◆ What is needed: In the data below, find every line with the string "Mall" and pull it out.

(Collected data entries)
━━━━

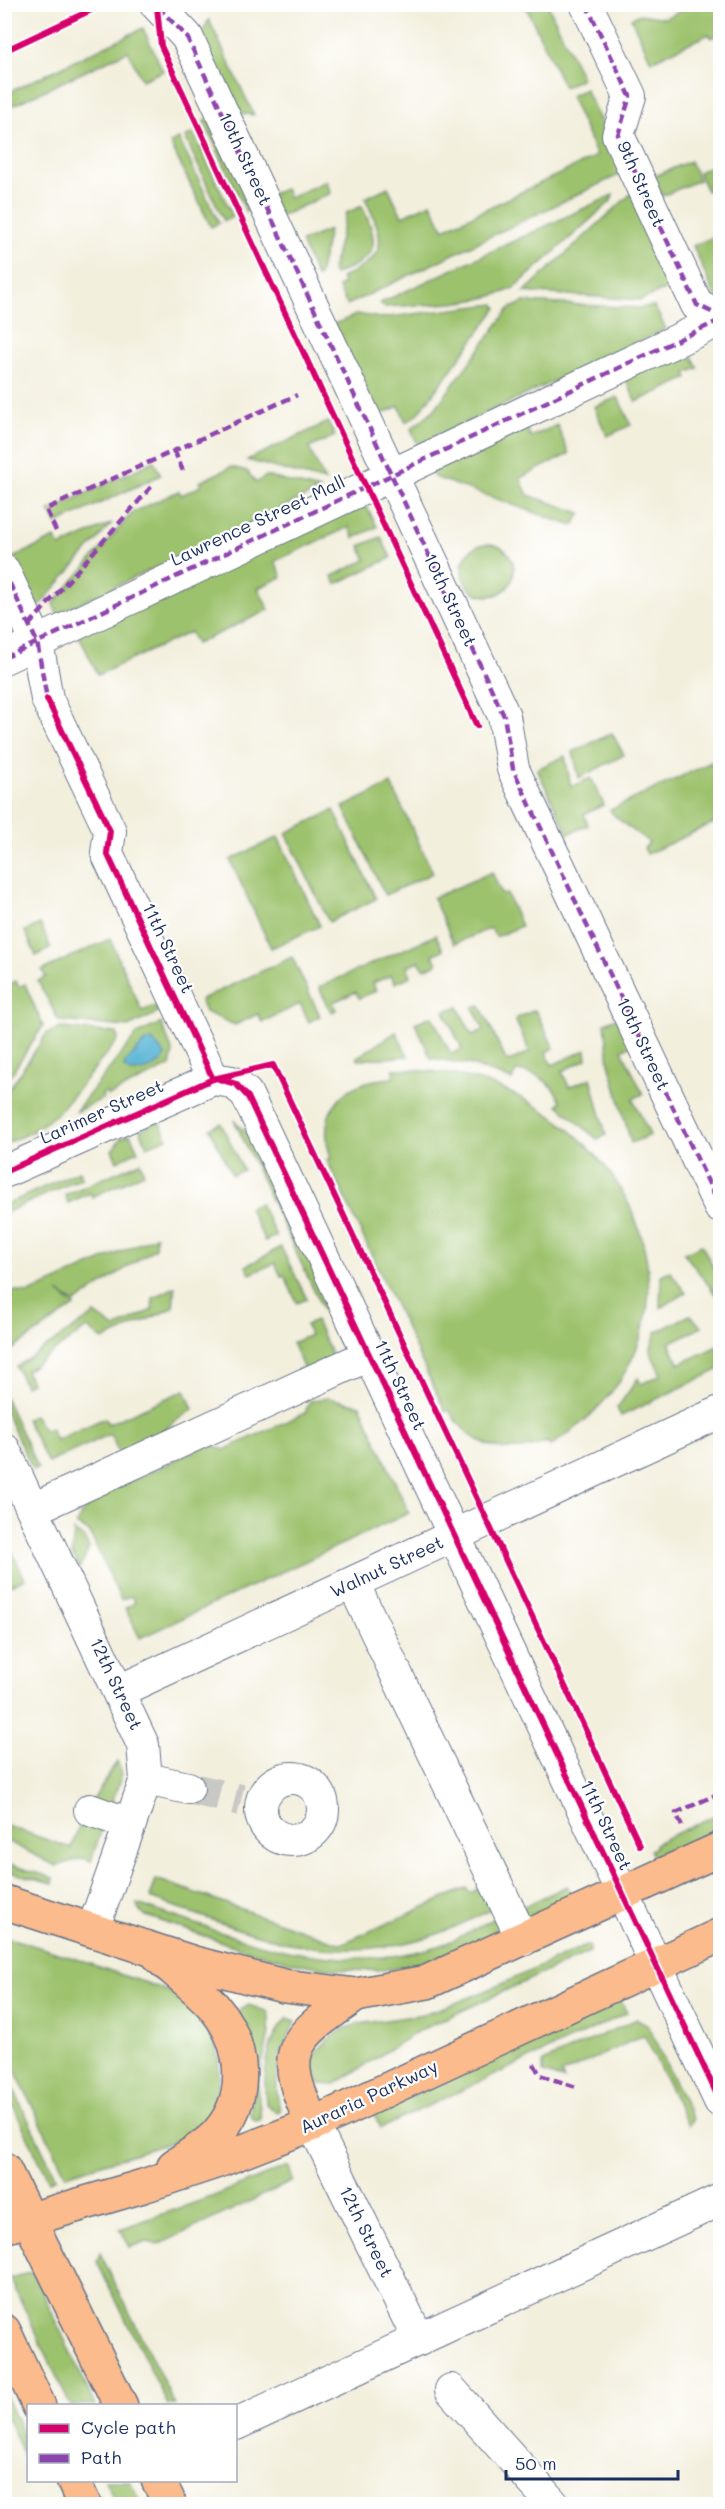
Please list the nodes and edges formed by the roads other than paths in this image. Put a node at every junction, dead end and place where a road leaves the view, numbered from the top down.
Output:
1 (156, 4) edge
2 (586, 4) edge
3 (720, 315) edge
4 (720, 320) edge
5 (393, 475) junction
6 (4, 572) edge
7 (37, 642) junction
8 (4, 658) edge
9 (213, 1079) junction
10 (4, 1173) edge
11 (720, 1207) edge
12 (369, 1355) junction
13 (720, 1412) edge
14 (4, 1449) edge
15 (33, 1509) junction
16 (454, 1536) junction
17 (353, 1583) junction
18 (119, 1691) junction
19 (146, 1779) junction
20 (188, 1788) tunnel mouth
21 (90, 1810) dead end
22 (130, 1824) junction
23 (720, 1849) edge
24 (623, 1895) junction
25 (4, 1902) edge
26 (93, 1929) junction
27 (720, 1935) edge
28 (523, 1940) junction
29 (151, 1950) junction
30 (656, 1965) junction
31 (357, 1995) junction
32 (720, 2101) edge
33 (313, 2124) junction
34 (4, 2169) edge
35 (142, 2187) junction
36 (720, 2200) edge
37 (18, 2224) edge
38 (6, 2336) edge
39 (419, 2340) junction
40 (451, 2390) dead end
41 (38, 2404) edge
42 (121, 2404) edge
43 (237, 2424) edge
44 (73, 2482) edge
45 (158, 2482) edge
46 (84, 2505) edge
47 (170, 2505) edge
48 (553, 2505) edge

1 - 5 street, 10th Street
2 - 3 street, 9th Street
4 - 5 street, Lawrence Street Mall
5 - 7 street, Lawrence Street Mall
5 - 11 street, 10th Street
6 - 7 street, 11th Street
7 - 8 street, Lawrence Street Mall
7 - 9 street, 11th Street
9 - 10 street, Larimer Street
9 - 12 street, 11th Street
12 - 15 street
12 - 16 street, 11th Street
13 - 16 street, Walnut Street
14 - 15 street, 12th Street
15 - 18 street, 12th Street
16 - 17 street, Walnut Street
16 - 24 street, 11th Street
17 - 18 street, Walnut Street
17 - 28 street
18 - 19 street, 12th Street
19 - 20 street
19 - 22 street, 12th Street
21 - 22 street
22 - 26 street, 12th Street
23 - 24 main road
24 - 28 main road
24 - 30 street, 11th Street
25 - 26 main road
26 - 29 main road
27 - 30 main road, Auraria Parkway
28 - 31 main road
29 - 31 main road
29 - 35 main road
30 - 32 street, 11th Street
30 - 33 main road, Auraria Parkway
31 - 33 main road
33 - 35 main road, Auraria Parkway
33 - 39 street, 12th Street
34 - 37 main road
35 - 37 main road, Auraria Parkway
36 - 39 street
37 - 42 main road
38 - 41 main road
39 - 43 street
40 - 48 street
44 - 46 main road
45 - 47 main road

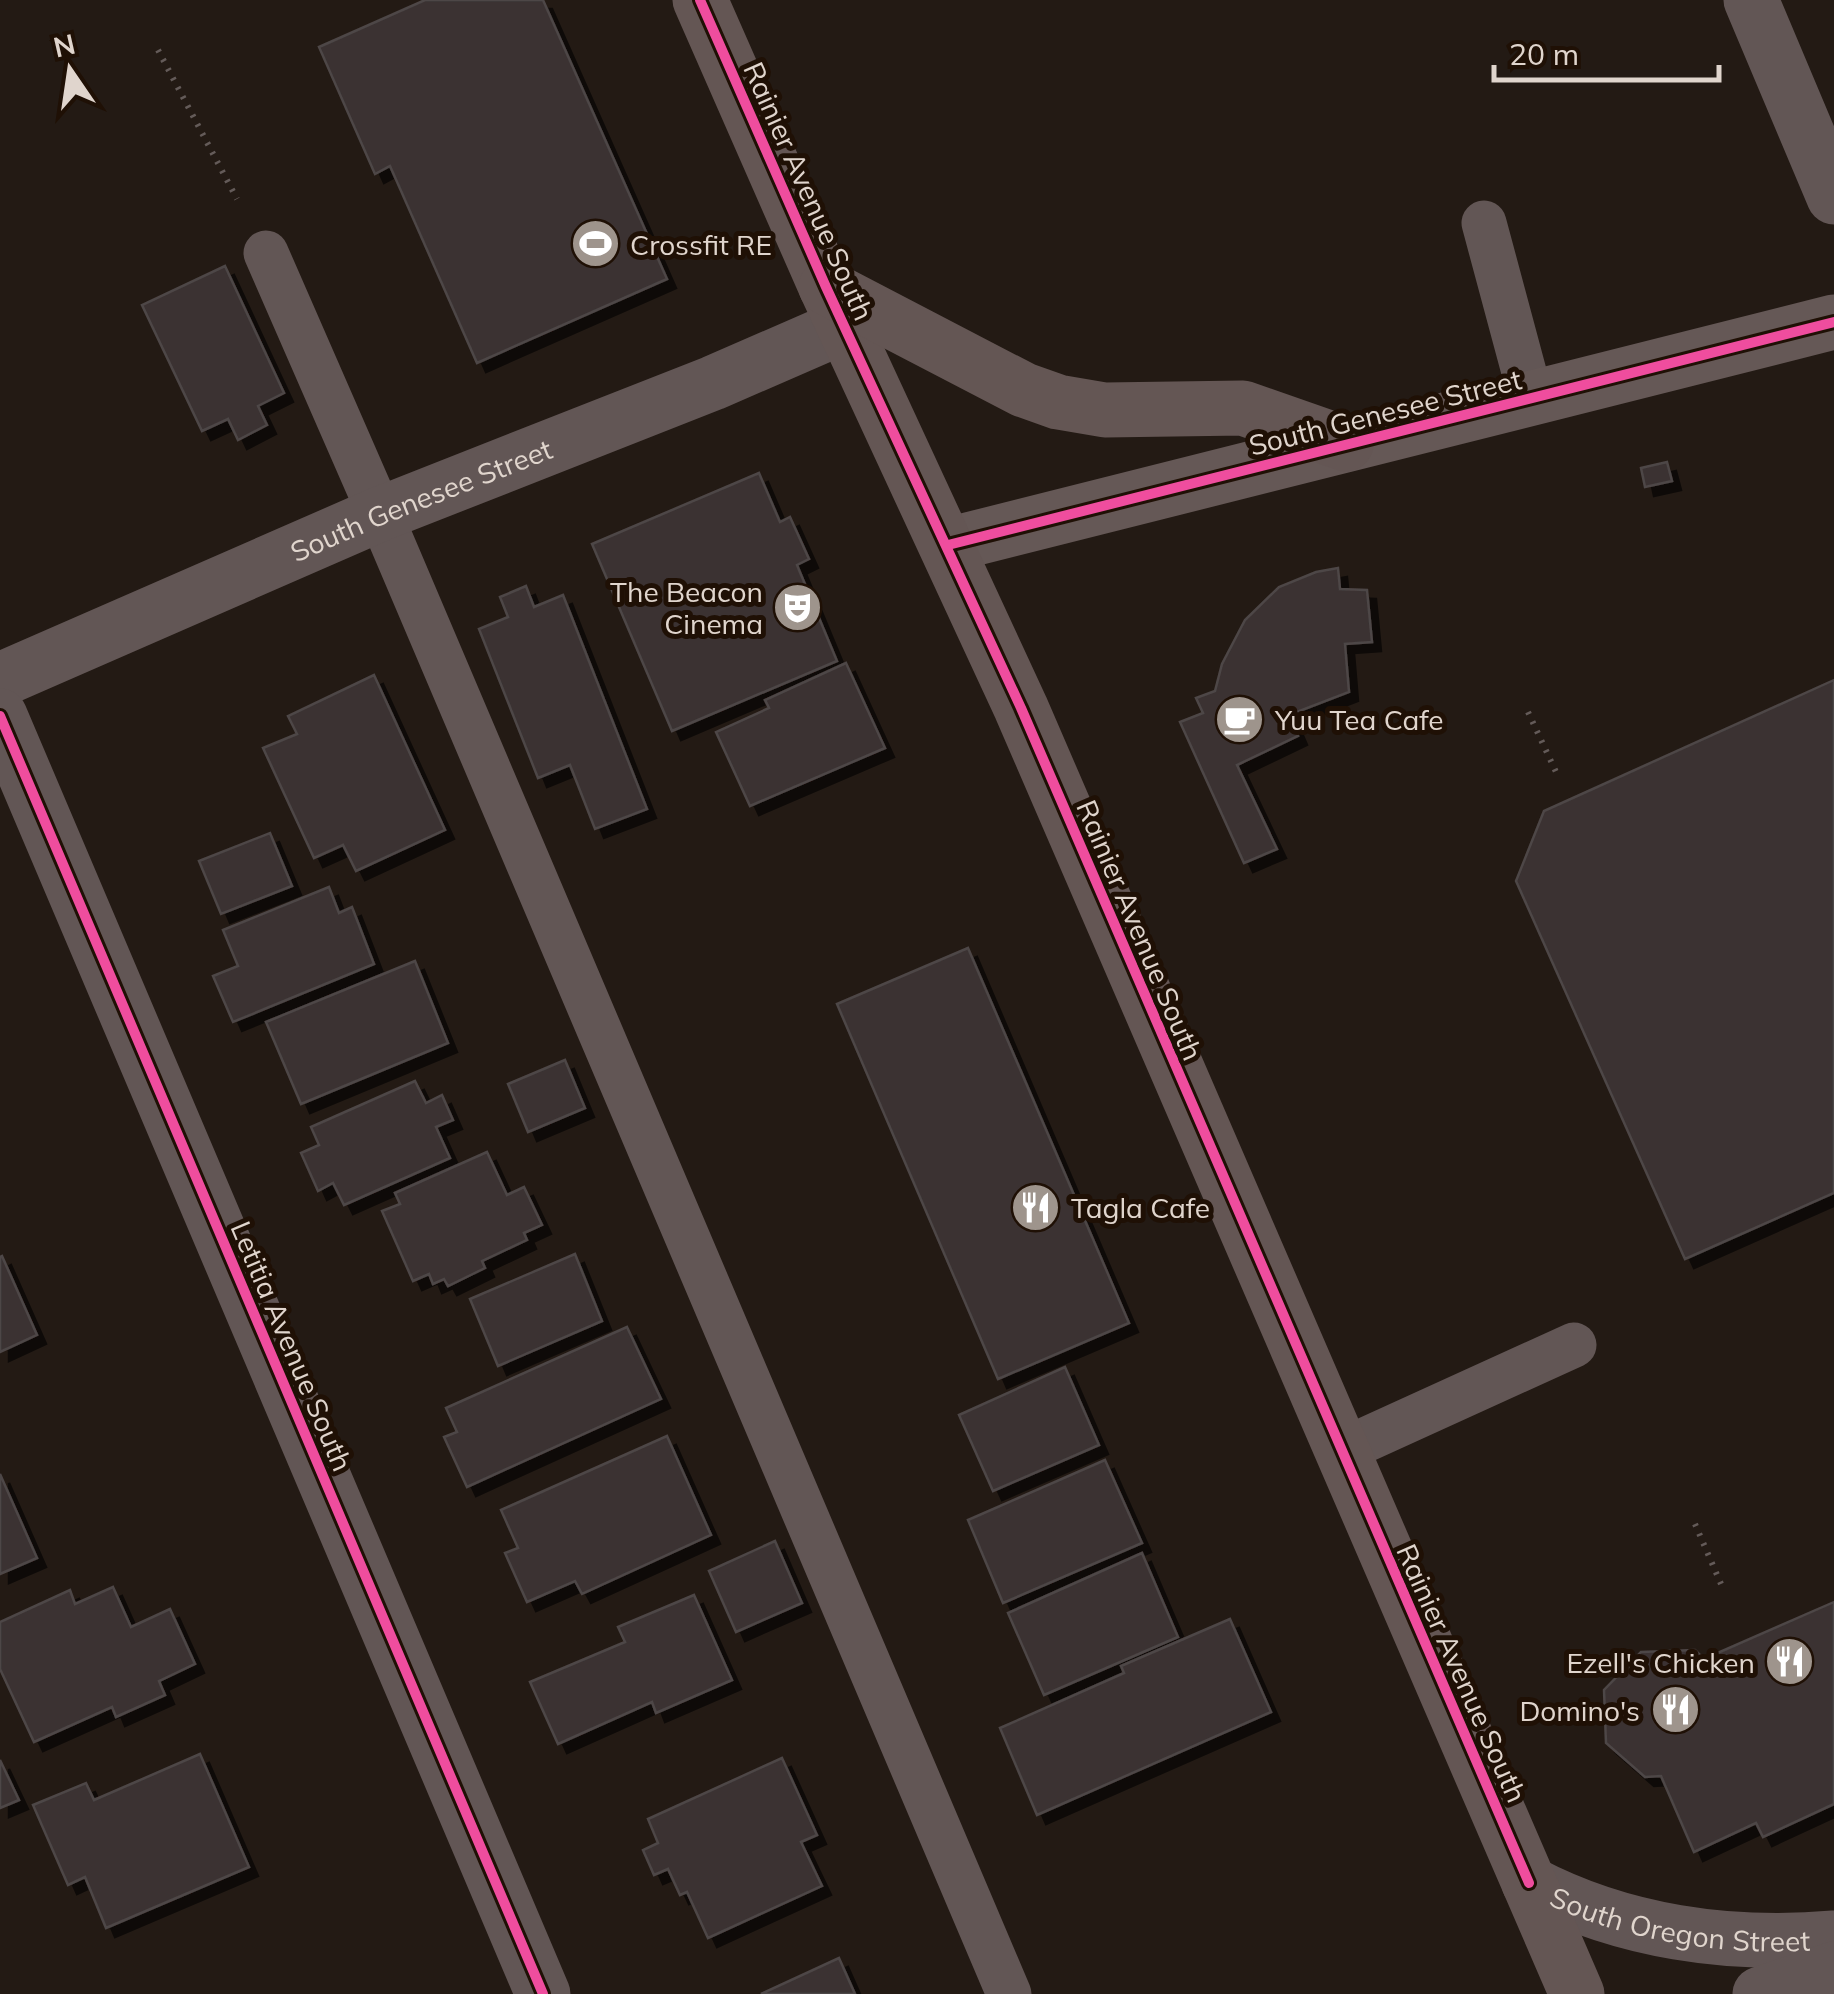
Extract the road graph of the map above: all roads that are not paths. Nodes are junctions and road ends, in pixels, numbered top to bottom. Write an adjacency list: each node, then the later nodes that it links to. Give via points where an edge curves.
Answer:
1 (700, 0): 6 (main road, Rainier Avenue South)
2 (1751, 0): 3 (street)
3 (1834, 197)
4 (1484, 223): 8 (lane)
5 (266, 253): 10 (lane)
6 (835, 306): 9 (main road, via 1058,402 1105,410 1243,408); 10 (street, South Genesee Street, via 713,383); 11 (main road, Rainier Avenue South)
7 (1834, 322): 8 (street, South Genesee Street)
8 (1531, 398): 9 (street, South Genesee Street)
9 (1346, 444): 11 (street, South Genesee Street)
10 (380, 514): 12 (street, South Genesee Street); 20 (lane)
11 (948, 545): 15 (main road, Rainier Avenue South)
12 (0, 680)
13 (0, 716): 19 (street, Letitia Avenue South)
14 (1574, 1345): 15 (lane)
15 (1340, 1451): 16 (main road, Rainier Avenue South)
16 (1529, 1883): 17 (street, South Oregon Street, via 1573,1906 1656,1931); 21 (main road, Rainier Avenue South)
17 (1834, 1938)
18 (1834, 1969): 22 (street, South Oregon Street)
19 (544, 1994)
20 (1009, 1994)
21 (1577, 1994)
22 (1760, 1994)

━━━━

◆ Answer section:
4 - 5 street, Lawrence Street Mall
5 - 7 street, Lawrence Street Mall
7 - 8 street, Lawrence Street Mall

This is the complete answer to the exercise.